Tarantino molestó a la crítica académica por distorsionar la realidad y plantear un falso desenlace a un asunto serio, carente de un irónico happy ending. Cuestiones de la cultura iconoclasta, siempre sujetas a la discusión. Del Chaplin de El gran dictador se vienen sometiendo a duras y encarnizadas polémicas. El humor sirve de catarsis y en ocasiones funge de simple válvula de escape. En casos abominables, trivializa, caricaturiza y “disneyfica” acontecimientos espantosos. 
Por ello, es de agradecer el estreno de la inclemente El hijo de Saúl, la terrorífica ópera prima de László Nemes, pupilo del húngaro Béla Tarr, maestro de la claustrofobia, las atmósferas opresivas, el expresionismo abstracto y el recurso de las tomas largas. 
El alumno resemantiza la técnica aprendida en las clases del profesor al aportarle una perspectiva diferente al sello del genio veterano, pasado a retiro. En pocas palabras, le brinda color a los claroscuros planos secuencia del creador de El caballo de Turín y Satantango
Así acompaña el devenir de un pobre hombre de ascendencia hebrea, condenado a trabajar como esclavo en un horno crematorio. La cámara sigue todos sus movimientos en primera persona, de espalda, de frente y de perfil. El ejercicio de estilo no solo es justificado e impecable, sino que involucra al espectador en una experiencia única e inmersiva de una fuerza naturalista devastadora. 
A lo mejor coincide con el enfoque contemporáneo de un videojuego distópico de avanzada, bajo la sombra de las ópticas subjetivas del género. Como sea, identifica a la audiencia con la mirada deprimida, melancólica, resignada y zombificada de un testigo de la peor matanza colectiva del siglo XX, a cargo de los oscuros oficiales al servicio del Tercer Reich. 
El sonido incrementa la tensión del fuera de campo y evidencia el rigor conceptual de la cinta. Escuchamos y observamos el desamparo del protagonista ante la impunidad del abuso de poder, perpetrado por un régimen criminal y oprobioso. El personaje apenas encuentra una posibilidad de redención en el entierro respetuoso de un niño asesinado. 

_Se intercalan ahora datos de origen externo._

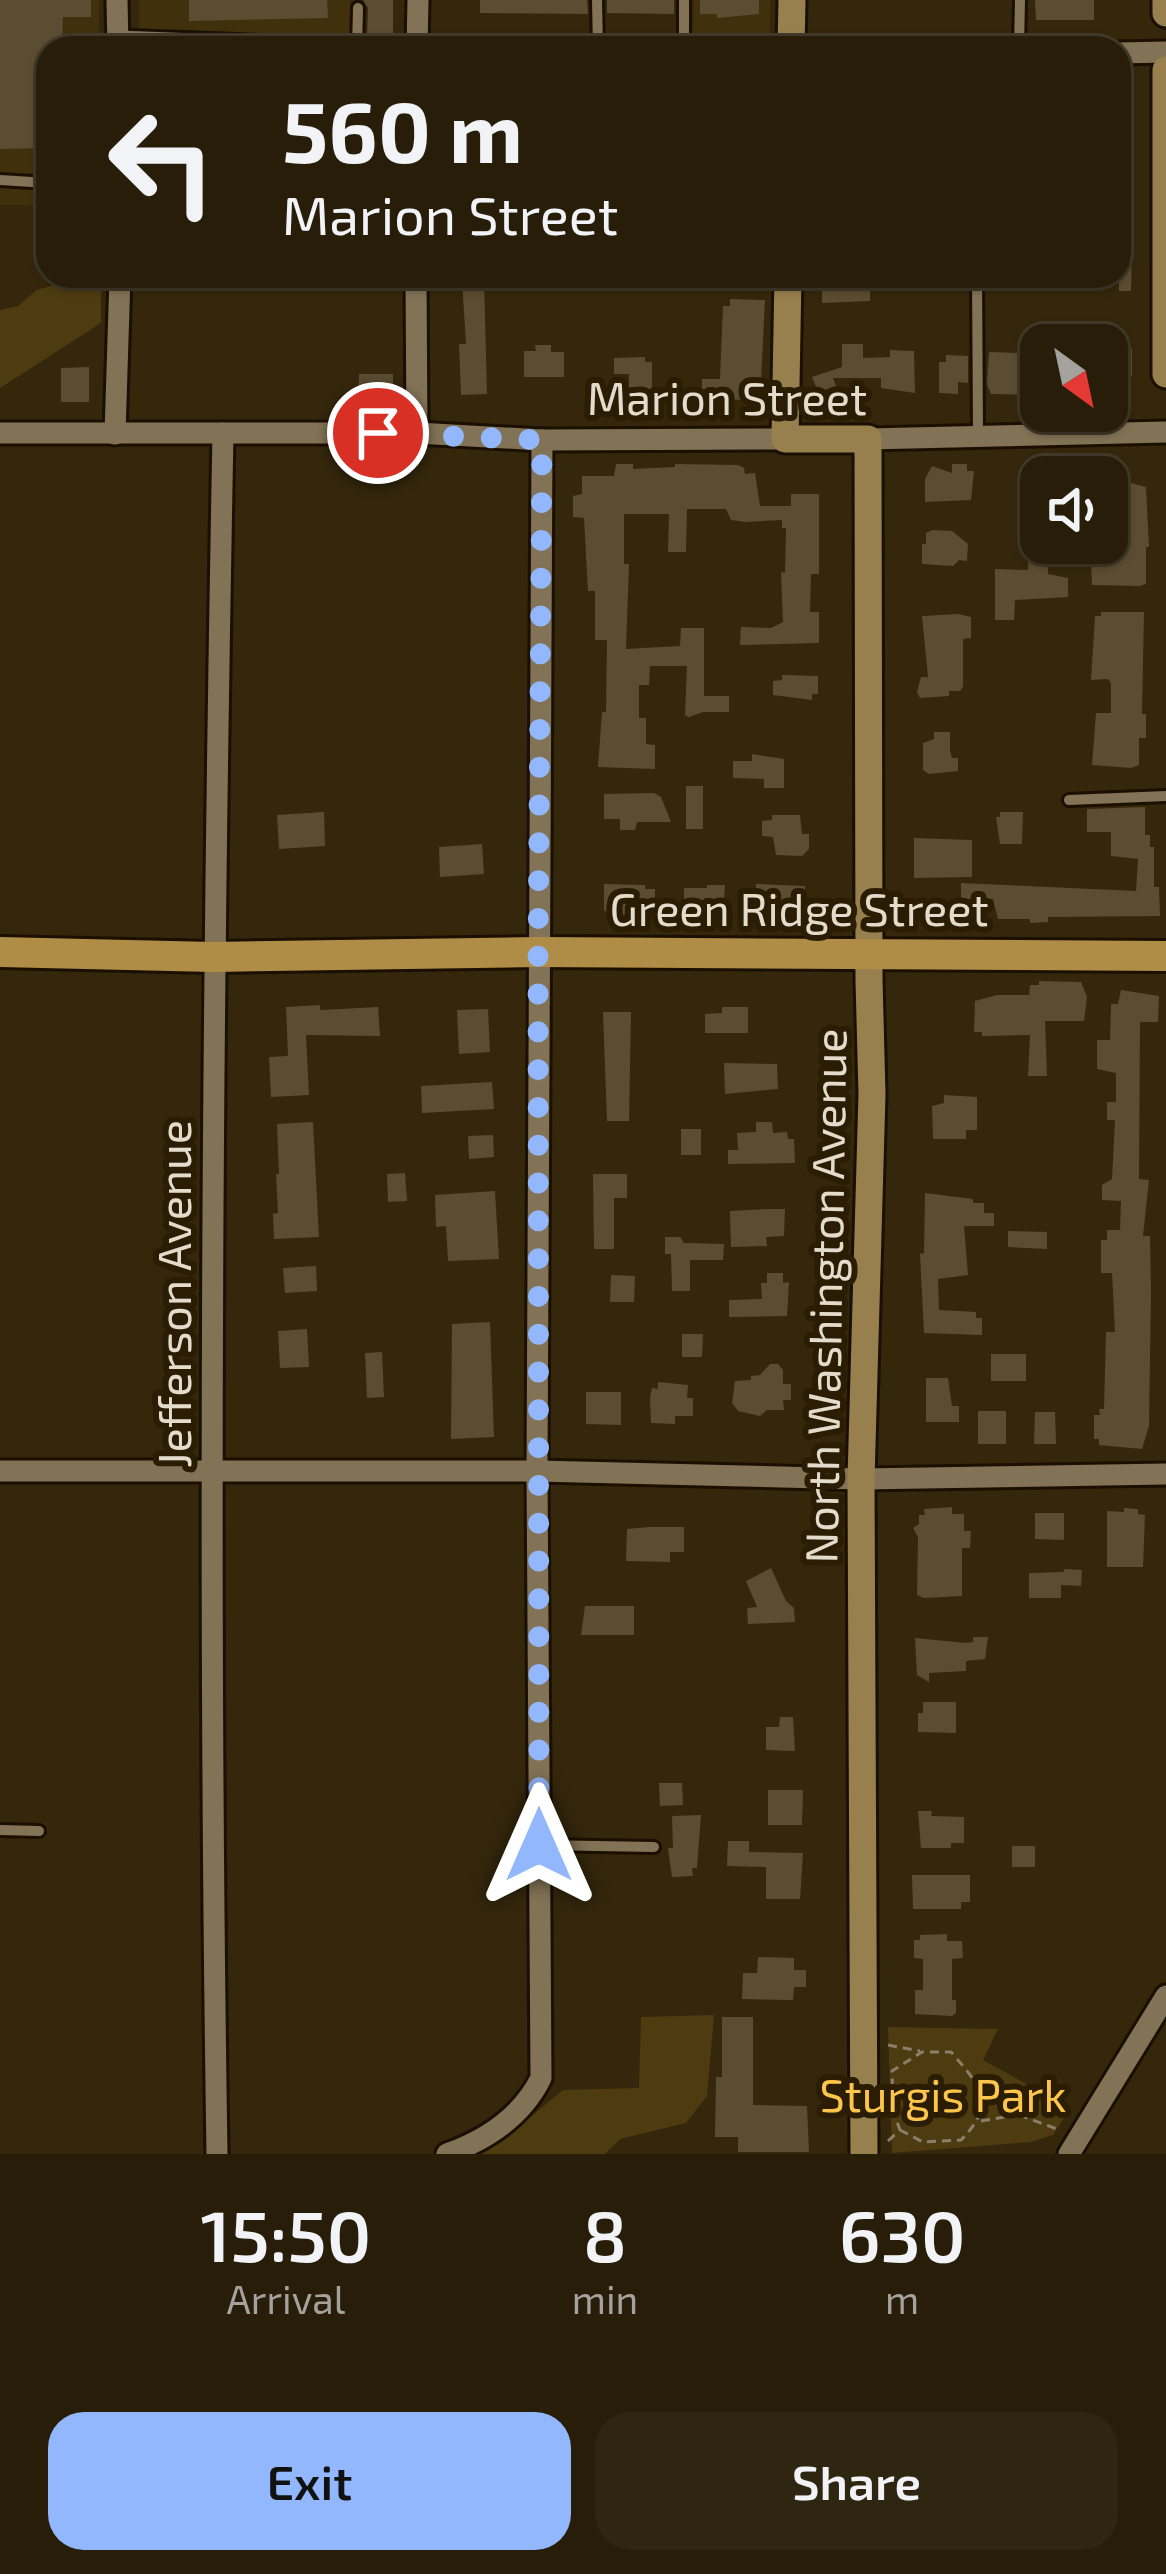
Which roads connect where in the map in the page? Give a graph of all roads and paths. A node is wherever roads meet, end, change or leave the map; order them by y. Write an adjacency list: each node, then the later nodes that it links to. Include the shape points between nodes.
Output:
1 (117, 0): 10 (street)
2 (418, 0): 12 (street)
3 (597, 0): 13 (lane)
4 (684, 0): 14 (lane)
5 (792, 0): 15 (street)
6 (1020, 0): 16 (lane)
7 (1166, 0): 9 (street)
8 (358, 8): 11 (lane)
9 (1166, 13)
10 (118, 36)
11 (357, 36)
12 (417, 36)
13 (598, 36)
14 (684, 36)
15 (791, 36)
16 (1018, 36)
17 (1166, 52): 18 (street)
18 (1131, 53)
19 (1166, 70): 26 (street)
20 (0, 180): 21 (lane)
21 (36, 182)
22 (120, 288): 31 (street)
23 (416, 288): 30 (street)
24 (788, 288): 35 (street)
25 (977, 288): 32 (lane)
26 (1166, 374)
27 (1166, 432): 32 (street, Marion Street)
28 (0, 433): 31 (street, Marion Street)
29 (223, 433): 30 (street, Marion Street); 31 (street, Marion Street); 42 (street, Jefferson Avenue)
30 (417, 433): 34 (street, Marion Street)
31 (115, 434)
32 (978, 436): 33 (street, Marion Street)
33 (868, 439): 35 (street, Marion Street); 40 (street, North Washington Avenue)
34 (542, 440): 35 (street, Marion Street); 39 (street)
35 (785, 440)
36 (1166, 796): 37 (lane)
37 (1069, 800)
38 (0, 952): 42 (main road, Green Ridge Street)
39 (538, 952): 40 (main road, Green Ridge Street); 42 (main road, Green Ridge Street); 44 (street)
40 (869, 954): 41 (main road, Green Ridge Street); 47 (street, North Washington Avenue)
41 (1166, 956)
42 (212, 957): 45 (street, Jefferson Avenue)
43 (0, 1471): 45 (street)
44 (537, 1471): 45 (street); 47 (street); 50 (street)
45 (212, 1473): 61 (street, Jefferson Avenue)
46 (1166, 1474): 47 (street)
47 (861, 1479): 60 (street, North Washington Avenue)
48 (0, 1830): 49 (lane)
49 (39, 1831)
50 (539, 1845): 51 (lane); 62 (street, via 541,2078 500,2126)
51 (654, 1847)
52 (1166, 1996): 63 (street)
53 (922, 2052): 54 (path); 54 (path, via 879,2043); 55 (path, via 951,2051)
54 (892, 2071): 59 (path)
55 (983, 2098): 56 (path); 57 (path)
56 (1017, 2115): 57 (path); 58 (path)
57 (979, 2122): 59 (path, via 961,2140 923,2142)
58 (1057, 2129)
59 (900, 2130): 60 (path)
60 (876, 2147)
61 (217, 2154)
62 (447, 2154)
63 (1069, 2154)

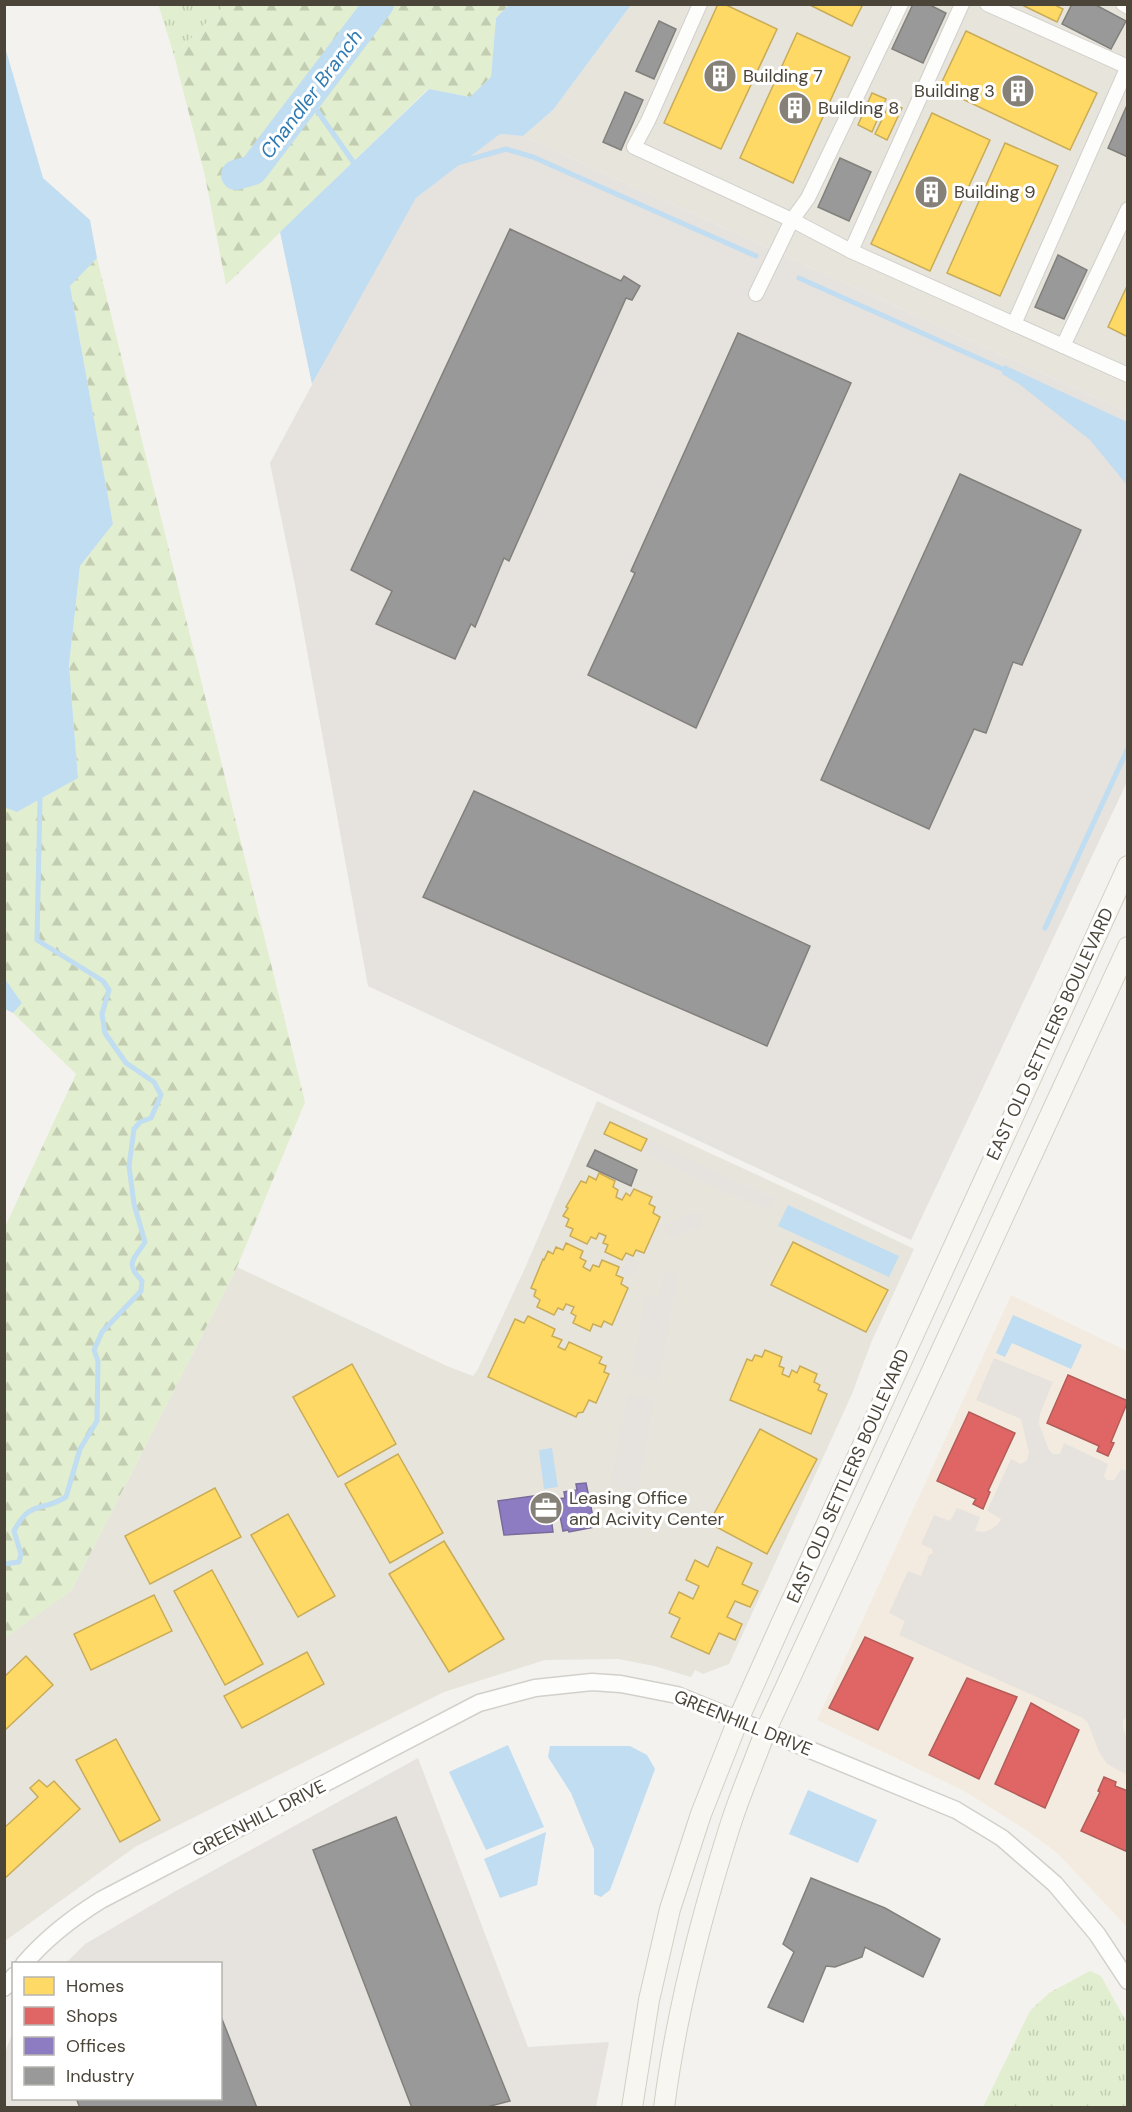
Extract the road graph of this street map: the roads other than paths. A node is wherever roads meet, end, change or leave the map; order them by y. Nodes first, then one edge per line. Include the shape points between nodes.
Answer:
1 (700, 4) edge
2 (901, 4) edge
3 (962, 4) edge
4 (987, 4) edge
5 (1123, 4) edge
6 (1128, 7) edge
7 (1127, 67) edge
8 (1128, 209) edge
9 (792, 220) junction
10 (851, 250) junction
11 (756, 294) dead end
12 (1014, 324) junction
13 (1063, 346) junction
14 (1128, 375) edge
15 (1128, 866) edge
16 (1128, 947) edge
17 (738, 1720) junction
18 (765, 1732) junction
19 (26, 1962) edge
20 (1128, 1981) edge
21 (632, 2108) edge
22 (664, 2108) edge

1 - 9 street via 634,147
2 - 9 street via 808,198
3 - 10 street
4 - 7 street
5 - 6 street
7 - 12 street
8 - 13 street
9 - 10 street
9 - 11 street
10 - 12 street
12 - 13 street
13 - 14 street
15 - 17 main road, EAST OLD SETTLERS BOULEVARD
16 - 18 main road, EAST OLD SETTLERS BOULEVARD
17 - 18 street, GREENHILL DRIVE
17 - 19 street, GREENHILL DRIVE via 677,1695 621,1684 563,1684 489,1700 101,1900 76,1915
17 - 21 main road, EAST OLD SETTLERS BOULEVARD via 669,1909 649,2000
18 - 20 street, GREENHILL DRIVE via 956,1810 1002,1838 1073,1903
18 - 22 main road, EAST OLD SETTLERS BOULEVARD via 730,1825 703,1919 675,2034

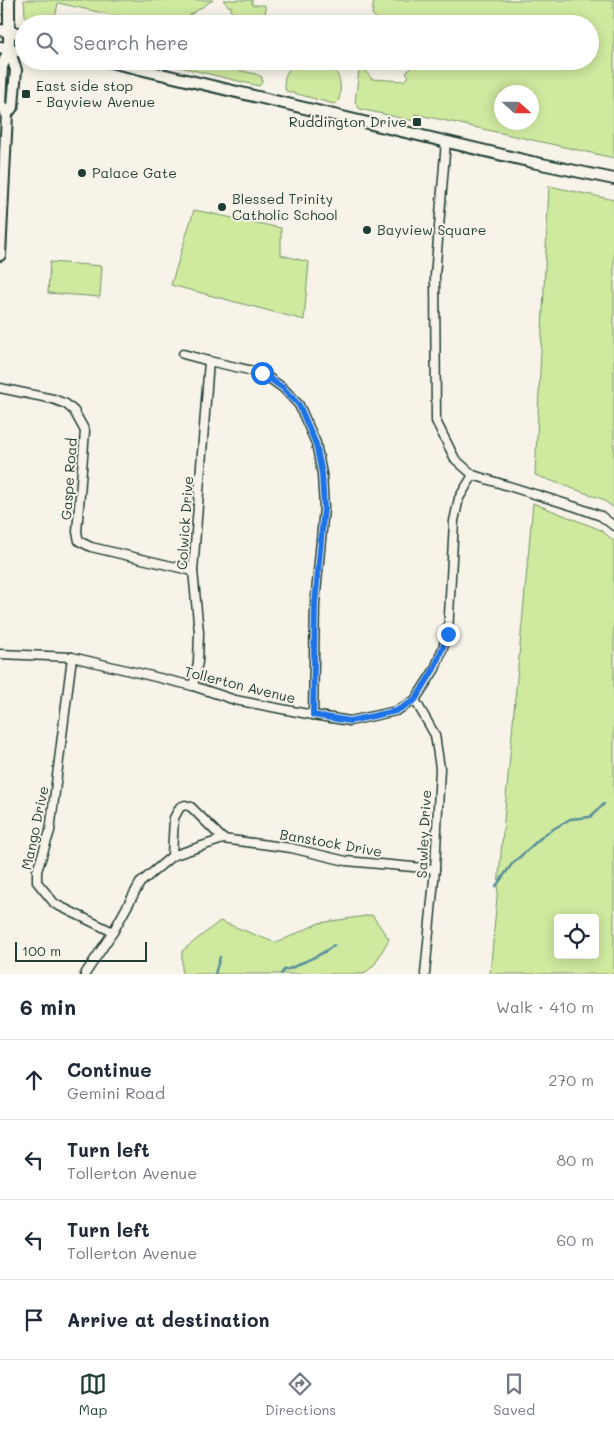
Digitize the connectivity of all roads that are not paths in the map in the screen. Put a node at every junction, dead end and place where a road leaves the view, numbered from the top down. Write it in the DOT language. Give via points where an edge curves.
graph roads {
  1 [pos="9,0"];
  2 [pos="4,31"];
  3 [pos="5,48"];
  4 [pos="15,68"];
  5 [pos="16,70"];
  6 [pos="144,70"];
  7 [pos="446,142"];
  8 [pos="614,179"];
  9 [pos="0,255"];
  10 [pos="183,354"];
  11 [pos="209,361"];
  12 [pos="0,388"];
  13 [pos="473,475"];
  14 [pos="614,526"];
  15 [pos="193,571"];
  16 [pos="0,654"];
  17 [pos="72,657"];
  18 [pos="193,686"];
  19 [pos="415,700"];
  20 [pos="313,715"];
  21 [pos="223,839"];
  22 [pos="172,856"];
  23 [pos="435,869"];
  24 [pos="113,932"];
  25 [pos="86,974"];
  26 [pos="425,974"];
  1 -- 2 [label="main road"];
  2 -- 3 [label="main road"];
  3 -- 4 [label="main road"];
  5 -- 9 [label="main road" via="13,106 7,114"];
  6 -- 7 [label="main road"];
  7 -- 8 [label="main road"];
  7 -- 13 [label="street" via="435,276 436,421 455,459"];
  10 -- 11 [label="street"];
  11 -- 15 [label="street, Colwick Drive"];
  11 -- 20 [label="street" via="262,373 283,388 299,405 316,444 324,508 315,604"];
  12 -- 15 [label="street, Gaspe Road" via="66,404 74,411 85,431 79,540 91,547"];
  13 -- 14 [label="street" via="601,516"];
  13 -- 19 [label="street" via="459,498 454,521 448,634 434,669"];
  15 -- 18 [label="street, Colwick Drive" via="199,632"];
  16 -- 17 [label="street, Tollerton Avenue"];
  17 -- 18 [label="street, Tollerton Avenue"];
  17 -- 24 [label="street, Mango Drive" via="50,831 37,871 37,882 55,904"];
  18 -- 20 [label="street, Tollerton Avenue" via="236,700"];
  19 -- 20 [label="street, Tollerton Avenue" via="396,711 350,721"];
  19 -- 23 [label="street, Sawley Drive" via="435,735 440,768"];
  21 -- 22 [label="street, Banstock Drive"];
  21 -- 22 [label="street" via="191,807 185,805 180,807 174,818"];
  21 -- 23 [label="street, Banstock Drive" via="291,848 346,861"];
  22 -- 24 [label="street, Banstock Drive" via="140,883"];
  23 -- 26 [label="street, Sawley Drive"];
  24 -- 25 [label="street, Banstock Drive"];
}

Pero como El hijo de Saúl no disimula o maquilla la verdad como El renacido, la función clausura con la versión opuesta del trabajo de Alejandro González Iñárritu. 
También se rompe la cuarta pared y surge una aparente postal bucólica delante de los ojos del antihéroe. Aunque la ilusión, pronto, se desvanece en el aire, a merced de una emboscada de uniformados y militares desalmados. 
No se imprime la leyenda, el cuento de hadas. 
Presenciamos y asistimos a una ejecución arbitraria, absurda, ilegal. 
Aquí sí notamos el contraste. El salvaje aniquila al diferente. El civilizado apuesta por la paz y espera por la liberación de sus hermanos. 
Solidaridad. 
Baldazo de agua fría para los intolerantes, negacionistas y teóricos de la conspiración. 
Urgente llamado de atención, cuando el antisemitismo florece en Venezuela, apoyado por los comandos de campaña del PSUV y las redes del desgobierno bolivariano.